Bien sûr, la blessure au combat semble suffisamment douloureuse, traumatisante même, mais vraiment de quoi faire un Hitler d’Hitler ? De quoi être un facteur de sa personnalité ou de la formation de son idéologie. En fait, dans sa biographie, Ian Kershaw est très clair sur le fait qu’Hitler “a commencé à détester les juifs pendant qu’il était à Vienne”, donc des années avant la guerre.

Une théorie déculpabilisante

L’envie de croire l’histoire du Sun, on s’en fait une idée aux soi-disant mots du médecin qui se met à faire des cauchemars et à s’en vouloir d’avoir sauvé Hitler.

Voilà à quoi tient l’attrait de cette histoire ou de cette fable comme vous voulez l’appeler : ce ne sont pas les démocraties occidentales qui n’ont pas réussi à sauver le monde d’Hitler avec leur politique d’apaisement ; c’est Johan Jambor qui aurait pu le faire.

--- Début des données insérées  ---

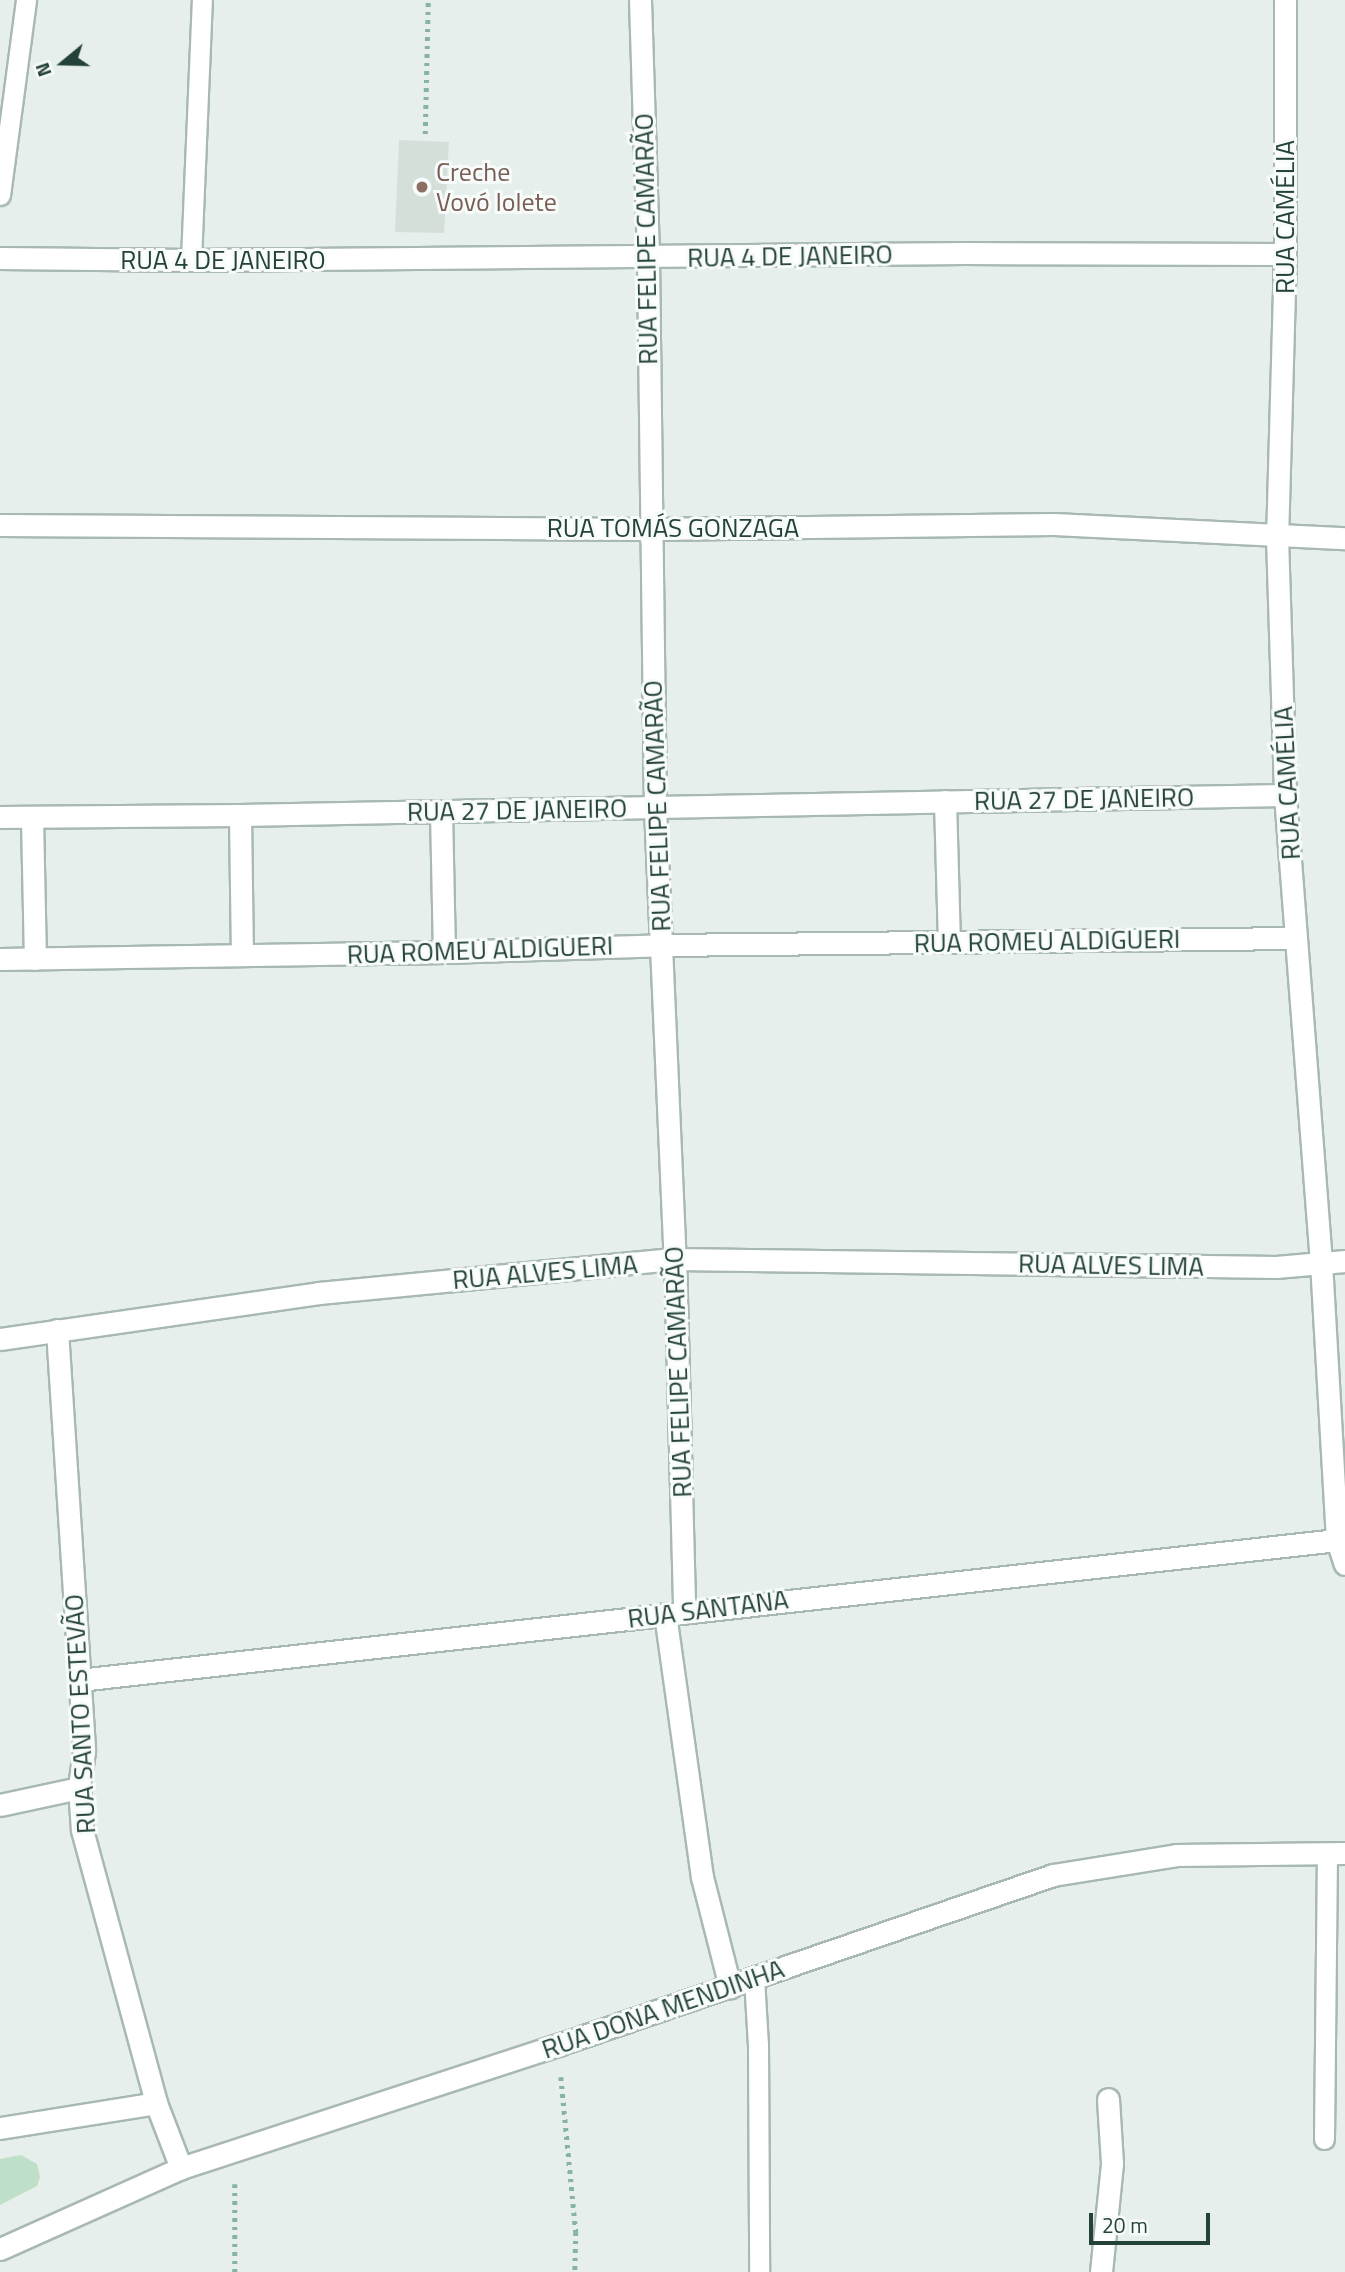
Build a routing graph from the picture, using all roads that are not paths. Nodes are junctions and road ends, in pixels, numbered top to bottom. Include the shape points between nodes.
1 (26, 0) edge
2 (202, 0) edge
3 (640, 0) edge
4 (1285, 0) edge
5 (0, 195) edge
6 (1285, 254) junction
7 (0, 258) edge
8 (648, 258) junction
9 (191, 260) junction
10 (0, 524) edge
11 (649, 529) junction
12 (1278, 537) junction
13 (1345, 538) edge
14 (1285, 795) junction
15 (945, 801) junction
16 (655, 808) junction
17 (441, 811) junction
18 (240, 816) junction
19 (0, 817) edge
20 (32, 818) junction
21 (1295, 938) junction
22 (949, 942) junction
23 (662, 945) junction
24 (444, 953) junction
25 (242, 955) junction
26 (0, 959) edge
27 (35, 959) junction
28 (675, 1259) junction
29 (1345, 1261) edge
30 (1321, 1262) junction
31 (57, 1330) junction
32 (0, 1339) edge
33 (1337, 1540) junction
34 (1345, 1564) edge
35 (674, 1612) junction
36 (79, 1680) junction
37 (79, 1788) junction
38 (0, 1805) edge
39 (1336, 1853) edge
40 (754, 1978) junction
41 (730, 1987) junction
42 (1108, 2099) dead end
43 (156, 2103) junction
44 (0, 2128) edge
45 (1324, 2139) dead end
46 (181, 2168) junction
47 (0, 2249) edge
48 (759, 2272) edge
49 (1101, 2272) edge

1 - 5 lane
2 - 9 lane
3 - 8 street, RUA FELIPE CAMARÃO
4 - 6 street, RUA CAMÉLIA
6 - 8 street, RUA 4 DE JANEIRO
6 - 12 street, RUA CAMÉLIA
7 - 9 street, RUA 4 DE JANEIRO
8 - 9 street, RUA 4 DE JANEIRO
8 - 11 street, RUA FELIPE CAMARÃO
10 - 11 street, RUA TOMÁS GONZAGA
11 - 12 street, RUA TOMÁS GONZAGA via 1054,524
11 - 16 street, RUA FELIPE CAMARÃO
12 - 13 street, RUA TOMÁS GONZAGA
12 - 14 street, RUA CAMÉLIA
14 - 15 street, RUA 27 DE JANEIRO
14 - 21 street, RUA CAMÉLIA
15 - 16 street, RUA 27 DE JANEIRO
15 - 22 street
16 - 17 street, RUA 27 DE JANEIRO
16 - 23 street, RUA FELIPE CAMARÃO
17 - 18 street, RUA 27 DE JANEIRO
17 - 24 street
18 - 20 street, RUA 27 DE JANEIRO
18 - 25 street
19 - 20 street, RUA 27 DE JANEIRO
20 - 27 street
21 - 22 street, RUA ROMEU ALDIGUERI
21 - 30 street, RUA CAMÉLIA
22 - 23 street, RUA ROMEU ALDIGUERI
23 - 24 street, RUA ROMEU ALDIGUERI
23 - 28 street, RUA FELIPE CAMARÃO
24 - 25 street, RUA ROMEU ALDIGUERI
25 - 27 street, RUA ROMEU ALDIGUERI
26 - 27 street, RUA ROMEU ALDIGUERI
28 - 30 street, RUA ALVES LIMA via 1276,1267
28 - 31 street, RUA ALVES LIMA via 319,1293
28 - 35 street, RUA FELIPE CAMARÃO
29 - 30 street, RUA ALVES LIMA
30 - 33 street, RUA CAMÉLIA
31 - 32 street, RUA ALVES LIMA
31 - 36 street, RUA SANTO ESTEVÃO
33 - 34 street, RUA CAMÉLIA
33 - 35 street, RUA SANTANA
35 - 36 street, RUA SANTANA
35 - 41 street, RUA FELIPE CAMARÃO via 702,1877
36 - 37 street, RUA SANTO ESTEVÃO via 84,1751
37 - 38 street
37 - 43 street, RUA SANTO ESTEVÃO via 82,1830
39 - 40 street, RUA DONA MENDINHA via 1176,1855 1053,1875
39 - 45 lane
40 - 41 street, RUA DONA MENDINHA
40 - 48 lane
41 - 46 street, RUA DONA MENDINHA
42 - 49 street via 1112,2163
43 - 44 street
43 - 46 street, RUA SANTO ESTEVÃO
46 - 47 street, RUA DONA MENDINHA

Hitler, ce n’est pas la faute du peuple allemand, c’est la faute de cet allemand Johan Jambor et d’une couille qui manque.

C’est aussi le problème que me posent des films comme La Chute. Le film prétend offrir “l’histoire vécue de l’intérieur” des derniers jours d’Hitler dans son bunker allemand et défend implicitement l’idée que l’Holocauste ne s’est pas produit à cause du peuple allemand –non, ils sont aussi victimes ! - mais d’un homme, Hitler, et du petit groupe de fous diaboliques qui l’entouraient. Rien sur la façon dont l’Allemagne a accueilli l’antisémitisme exterminationiste.

Tout ce que cette obsession nous apprend, c’est la façon dont notre culture refuse de faire face à la profondeur et à la complexité du mal -et à quelques exceptions honorables près- préfère échapper aux questions sur qui porte la responsabilité d’Hitler et de l’Holocauste en en faisant porter la faute à des mythologies sexuelles de pacotille et à la notion freudienne que tous les comportements ont une explication sexuelle.

D’une certaine manière, l’attention portée à la supposée anormalité sexuelle d’Hitler devient le testicule qui manque à l’Allemagne : la déculpabilisation monorchide à des meurtres de masse. Ne l’encourageons pas. »

Ron Rosenbaum est l’auteur de “The Shakespeare Wars and Explaining Hitler”.